Last month, during the U.S. House Committee on Oversight and Reform's first Medicare for All hearing since the pandemic began, Rep. Cori Bush (D-Mo.) declared that "this policy will save lives, I want to make that clear."
"I hope this hearing will be one more step forward in our commitment to ensuring everyone in this country, and particularly our Black, Brown, and Indigenous communities, have the medical care they need to thrive," she said.
The day after the House event, Senate Budget Committee Chair Bernie Sanders (I-Vt.)—a longtime Medicare for All advocate—announced that his panel will hold a similar hearing in early May.
On social media Friday, Warren Gunnels, Sanders' staff director, noted the new paper and said that he "can't stop thinking about how many lives could have been saved if Congress passed Bernie's bill to require Medicare to pay all of the healthcare bills of the uninsured and under-insured during the pandemic—which was fully paid for by a one-time 60% wealth tax on 700 billionaires."
The new research comes after a March study published in the journal Population and Development Review, which found that "global life expectancy appears to have declined by 0.92 years between 2019 and 2020 and by another 0.72 years between 2020 and 2021."
That paper—by Patrick Heuveline of the California Center for Population Research at the University of California, Los Angeles—concludes:
Changes in life expectancy between 2019 and 2020 in America, Europe, and a few other countries have received copious attention. Results presented here confirm several key takeaways from previous analyses such as the large mortality impact of the pandemic (1) in the United States relative to other high-income nations in Western Europe, (2) in Russia relative to the rest of Europe, and foremost, (3) in some Central and South American nations.
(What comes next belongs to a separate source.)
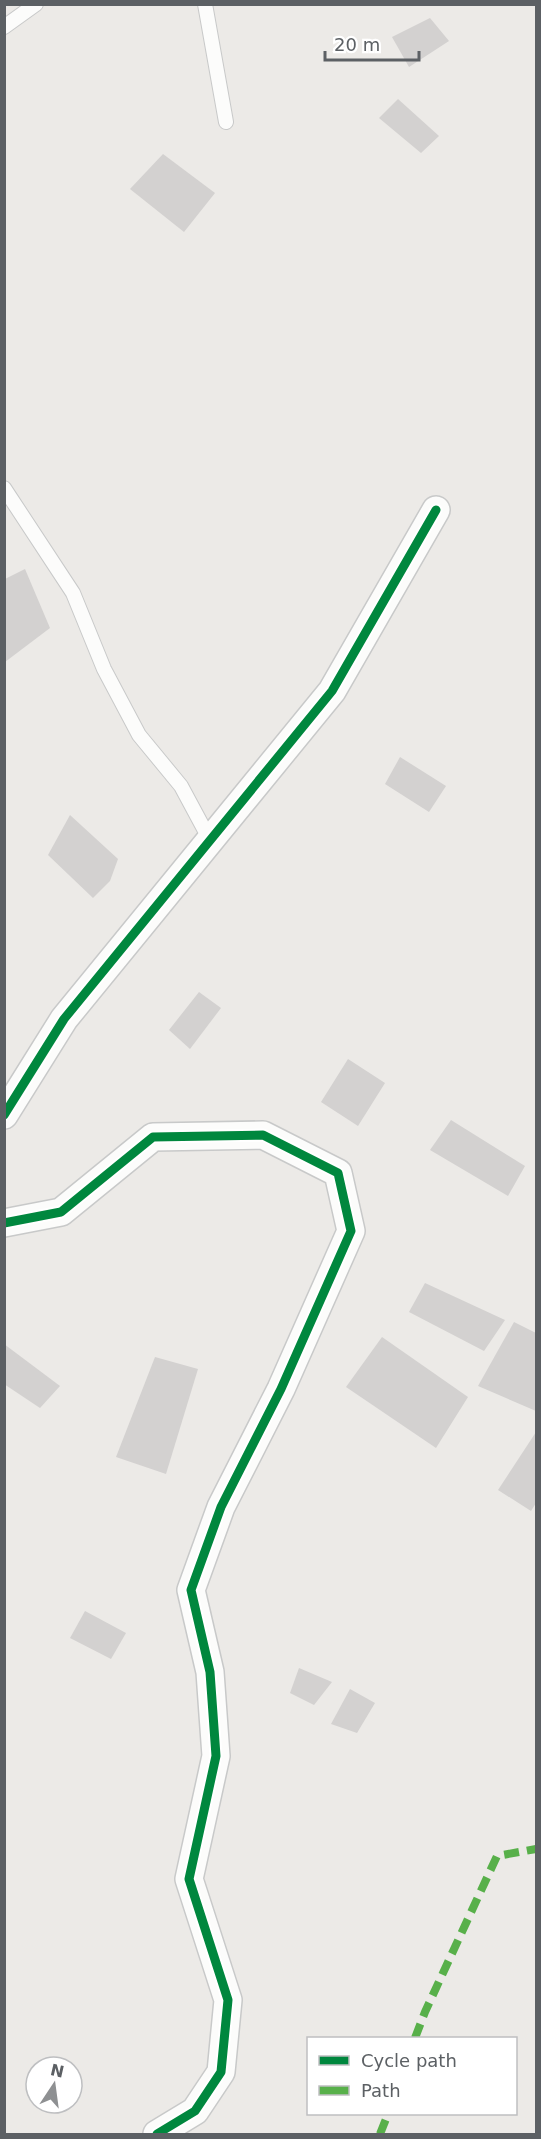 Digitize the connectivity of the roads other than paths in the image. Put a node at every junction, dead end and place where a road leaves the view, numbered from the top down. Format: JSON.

Using end-of-2021 reports of deaths attributed to Covid-19 and modeling their relationship to excess deaths, preliminary estimates were also presented for changes in life expectancy in 2021. These results suggest a growing gap between, on the one hand, Western European nations and, on the other hand, the United States, where life expectancy continued to decline, and even more so, Russia, where it is expected to decline more in 2021 than in 2020.
Writing about Heuveline's findings Thursday for World Socialist Web Site, Evan Blake and Benjamin Mateus made the case that "unlike previous pandemics, every aspect of the Covid-19 pandemic was both foreseeable and preventable, as documented by dozens of scholarly papers, books, and even films released just since the start of the 21st century."
"At every step of the way, the financial oligarchy and its political representatives ensured that profits were prioritized over human lives and well-being," they added. "To put it succinctly, the decline in life expectancy is a concrete health measurement of the policies of social murder, whose monetary values can be appraised by the coinciding rise in stock market indices."